Black holes in quantum states have surprisingly strange masses: ScienceAlert

For the better part of a century, quantum physics and the general relativity its a marriage on the rocks. Each perfect in their own way, the two just can’t stand each other in the same room.

Now a mathematical proof of the quantum nature of black holes could perhaps show us how the two can reconcile, at least enough to produce a grand new theory of how the universe works on a cosmic and microcosmic scale.

A team of physicists has mathematically demonstrated a strange quirk about how these mind-bogglingly dense objects can exist in a state of quantum superposition, while simultaneously occupying a spectrum of possible features.

Their calculations showed the superpositions of mass in a theoretical type of black hole called the BTZ black hole simultaneously occupying surprisingly different groups of masses.

Usually, each particle of a garden variety can exist in a superposition of states, with characteristics such as spin or momentum not being determined until they have become part of an observation.

Where some qualities, like cargoonly comes in discrete units, mass is usually not quantized meaning the mass of an unobserved particle could be anywhere within a range of maybe.

But as this research shows, the superposition of masses held by a black hole tends to favor certain sizes over others in a pattern that could be useful for modeling mass in a quantized way. This could give us a new framework for investigating the quantum gravity effects of superimposed black holes to reduce the tension between general relativity and quantum theory.

“Until now, we haven’t explored in depth whether black holes exhibit some of the weird and wonderful behaviors of quantum physics,” explains theoretical physicist Joshua Foo. from from the University of Queensland in Australia.

“Such behavior is superposition, where quantum-scale particles can exist simultaneously in multiple states. This is usually exemplified by Schrödinger’s cat, which can be both dead and alive at the same time.”

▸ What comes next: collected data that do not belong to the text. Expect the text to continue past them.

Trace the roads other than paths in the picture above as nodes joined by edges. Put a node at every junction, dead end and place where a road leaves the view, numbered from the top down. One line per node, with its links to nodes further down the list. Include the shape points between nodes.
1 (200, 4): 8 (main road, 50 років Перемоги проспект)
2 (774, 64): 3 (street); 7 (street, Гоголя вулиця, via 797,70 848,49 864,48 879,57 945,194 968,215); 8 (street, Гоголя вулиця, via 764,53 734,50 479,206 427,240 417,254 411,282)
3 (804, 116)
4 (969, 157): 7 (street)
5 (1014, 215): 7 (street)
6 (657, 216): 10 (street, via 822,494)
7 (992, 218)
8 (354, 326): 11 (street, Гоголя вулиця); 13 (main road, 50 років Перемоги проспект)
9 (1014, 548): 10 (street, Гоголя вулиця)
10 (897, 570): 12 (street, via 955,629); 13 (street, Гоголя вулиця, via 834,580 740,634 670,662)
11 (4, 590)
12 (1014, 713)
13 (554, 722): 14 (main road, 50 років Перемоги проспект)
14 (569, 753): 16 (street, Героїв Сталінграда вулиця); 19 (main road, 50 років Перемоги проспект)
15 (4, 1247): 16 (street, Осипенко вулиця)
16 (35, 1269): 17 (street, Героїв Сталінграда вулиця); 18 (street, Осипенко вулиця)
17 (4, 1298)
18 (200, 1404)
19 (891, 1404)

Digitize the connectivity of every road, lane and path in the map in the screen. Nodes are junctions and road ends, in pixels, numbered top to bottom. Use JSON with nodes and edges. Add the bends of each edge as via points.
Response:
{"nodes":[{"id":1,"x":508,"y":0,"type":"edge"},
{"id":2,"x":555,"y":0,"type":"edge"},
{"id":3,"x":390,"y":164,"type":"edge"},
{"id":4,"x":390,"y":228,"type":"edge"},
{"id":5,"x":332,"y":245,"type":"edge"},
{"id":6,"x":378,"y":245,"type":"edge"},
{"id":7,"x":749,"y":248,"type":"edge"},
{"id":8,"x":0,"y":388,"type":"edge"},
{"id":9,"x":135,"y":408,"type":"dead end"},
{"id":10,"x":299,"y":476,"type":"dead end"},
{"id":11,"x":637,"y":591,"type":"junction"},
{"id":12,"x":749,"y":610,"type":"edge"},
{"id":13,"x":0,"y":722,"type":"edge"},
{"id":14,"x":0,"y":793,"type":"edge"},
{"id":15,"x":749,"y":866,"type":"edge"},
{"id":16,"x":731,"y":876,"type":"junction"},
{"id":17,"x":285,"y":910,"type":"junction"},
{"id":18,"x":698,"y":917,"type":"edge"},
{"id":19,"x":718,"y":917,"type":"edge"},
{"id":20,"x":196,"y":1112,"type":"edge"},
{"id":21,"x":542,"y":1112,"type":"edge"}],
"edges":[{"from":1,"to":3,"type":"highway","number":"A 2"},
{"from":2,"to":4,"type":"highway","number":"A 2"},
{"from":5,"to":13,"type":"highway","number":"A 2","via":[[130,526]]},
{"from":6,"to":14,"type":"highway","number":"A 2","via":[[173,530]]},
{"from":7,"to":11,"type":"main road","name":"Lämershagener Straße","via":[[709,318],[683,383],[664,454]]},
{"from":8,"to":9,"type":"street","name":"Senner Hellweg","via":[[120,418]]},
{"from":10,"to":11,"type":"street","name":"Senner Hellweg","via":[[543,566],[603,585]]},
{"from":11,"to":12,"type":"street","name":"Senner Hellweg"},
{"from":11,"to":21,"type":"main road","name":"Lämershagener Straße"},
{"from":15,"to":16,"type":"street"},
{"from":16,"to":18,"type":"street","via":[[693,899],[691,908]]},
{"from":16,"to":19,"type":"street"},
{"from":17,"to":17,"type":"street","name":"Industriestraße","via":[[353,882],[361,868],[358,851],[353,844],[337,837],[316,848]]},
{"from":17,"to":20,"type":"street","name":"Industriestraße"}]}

“But for black holes, we wanted to see if they could have vastly different masses at the same time, and it turns out they do. Imagine you’re both broad and tall, and small and skinny at the same time — it’s a situation that’s intuitively confusing.” because we are anchored in the world of traditional physics. But this is the reality for quantum black holes.”

The extreme gravity that surrounds black holes is an excellent laboratory for probing quantum gravity – the rolling continuum of spacetime according to general relativity coupled with quantum mechanical theory, which describes the physical universe in terms of discrete quantities, such as particles.

Models based on certain types of black holes could lead to a single theory that could explain particles and gravity. For example, some effects observed around a black hole cannot be described in general relativity. For this we need quantum gravity – a unified theory that takes both sets of rules and somehow makes them play nice.

So Foo and his colleagues developed a mathematical framework that would allow physicists to effectively observe a particle outside a black hole that is in a state of quantum superposition.

Mass was the main property they investigated, as mass is one of the few properties of black holes that we can measure.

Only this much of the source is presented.